Wednesday, April 4, 2012

Homeschool Curriculum Ideas - Getting Started

Warning:  I'm on a bit of a rant today.  I hope you will hear my heart behind my words. we go!

First of all, to those who say, "Oh, I could never be like you and homeschool!  I just don't have the _________ (list excuse here such as patience, time, money...)", YES YOU CAN.

I believe that if you want something bad enough, you are an intelligent person and you can figure it out  If getting or keeping your child out of the public school system is a priority to you, you will make it work. I've know families where both parents work and still homeschool.   So time really isn't the problem...  It's how people choose to use their time is the key.

Am I coming on a bit strong?  Maybe so.  But I REALLY hate people comparing me to themselves.  Homeschool moms (and dads) are not saints that you could never be.  That's an excuse not to try in my book.  Instead, we are real people doing our best for our kids, sometimes taking it one day at a time, making mistakes and learning along the way.

Now that we've covered that, have you ever thought that you would like to homeschool your child(ren) but just don't know where to start? 

If you are new to homeschooling, I would encourage you to get a "boxed" curriculum and just get going.  If researching curriculum and fretting over what to purchase and how to do it is going to hold you back from getting or keeping your kids out of the public school system, this is a great place to start.  That's what I did.  You can start planning for next year in your spare time.  But trust me, there is always a bigger, better idea out there and everyone that is selling curriculum has the "best" ideas.  So my recommendation is to just get started.  During your school year, pay attention to what works and what doesn't and make adjustment(s) for the following year.

IMPORTANT NOTE:  For those of you who are using your public school's curriculum and/or are receiving a stipend from your school district, I've got some news for you.  You aren't really homeschooling.
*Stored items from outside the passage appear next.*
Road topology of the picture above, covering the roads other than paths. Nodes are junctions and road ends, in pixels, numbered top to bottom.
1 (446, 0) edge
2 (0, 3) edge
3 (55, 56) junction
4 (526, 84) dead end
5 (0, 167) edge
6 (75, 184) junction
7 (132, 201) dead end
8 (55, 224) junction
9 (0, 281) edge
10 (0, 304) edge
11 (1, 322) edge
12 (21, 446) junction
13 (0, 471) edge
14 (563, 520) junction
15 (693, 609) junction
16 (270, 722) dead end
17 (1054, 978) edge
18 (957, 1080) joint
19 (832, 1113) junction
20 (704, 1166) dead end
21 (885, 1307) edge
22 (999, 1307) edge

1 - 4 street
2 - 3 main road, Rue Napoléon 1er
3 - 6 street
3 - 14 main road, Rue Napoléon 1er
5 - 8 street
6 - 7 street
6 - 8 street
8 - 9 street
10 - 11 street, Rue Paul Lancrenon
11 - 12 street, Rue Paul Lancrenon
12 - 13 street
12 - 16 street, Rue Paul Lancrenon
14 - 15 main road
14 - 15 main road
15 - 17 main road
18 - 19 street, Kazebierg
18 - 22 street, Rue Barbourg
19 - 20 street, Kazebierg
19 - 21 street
On top of that, you are doing nothing to help those that choose not be affiliated in that manner with the school district.  So, what's wrong with free money, you might ask?  By taking the school district's assistance, you are actually "enrolling" your child in that school.  This allows the district to monitor what you teach your children and can limit what you teach your child (like Bible or choosing a Bible-based area of study).  Because your child is "enrolled", the district is able to receive state and federal funding based on that enrollment.  What makes this so bad for the rest of us is that the definition of homeschooling in the state's eyes becomes muddled and the rights of "traditional" homeschoolers erodes.  So please, keep that in mind when they start dangling money in front of you.  One of the reasons many of us homeschool is we want to keep the government OUT of our school. 

*Phew!*  Glad we got that out of the way...Now let's move on.

Two "boxed" curriculum I have used in the past that I've been very happy with:
  • Christian Liberty - (25% off Christian Liberty Press books thru 05-07-12!) I love, love, love this organization!  The staff are helpful and their prices are extremely reasonable.  When I first started homeschooling, I did use their CLASS plan.  It's great if you want or need accountability.  You do mail in completed workbooks and tests and receive report cards for your records.  I found for us that by giving the kids an annual CAT (California Achievement Test) that I was able to purchase from Christian Liberty, I didn't feel like I needed a report card for the kids.  Plus for us, I wanted a little more flexibility.  But it was a great place to start for us.  My sister-in-law has used their curriculum from K-12 for our nephew who is just graduating this year and he is one extremely smart dude.
  • Alpha-Omega Life Pac - (20% off & free shipping in April!) We really enjoyed using Life Pac, but felt that all the workbooks were a bit cumbersome for us.  This Christian-based curriculum is great if you have students who are self-starters and require a minimum of parental time.  When I was working full-time, this was great and was definitely something that I needed in a curriculum.  Also if your kids have to take their school work places with them, the little booklets for each subject make them easy and light to carry.
Another "boxed" curriculum that I have heard wonderful things about:
  • Sonlight.  Sonlight, like Christian Liberty and Alpha-Omega, is a Christ-based curriculum that is "literature rich" (definition: lots and lots of books).  If you look at this and think that this is the curriculum for you but money is tight, most if not all of the reading books may be found at your local library.  As a tax paying citizen, I feel like why should I buy the book twice, you know?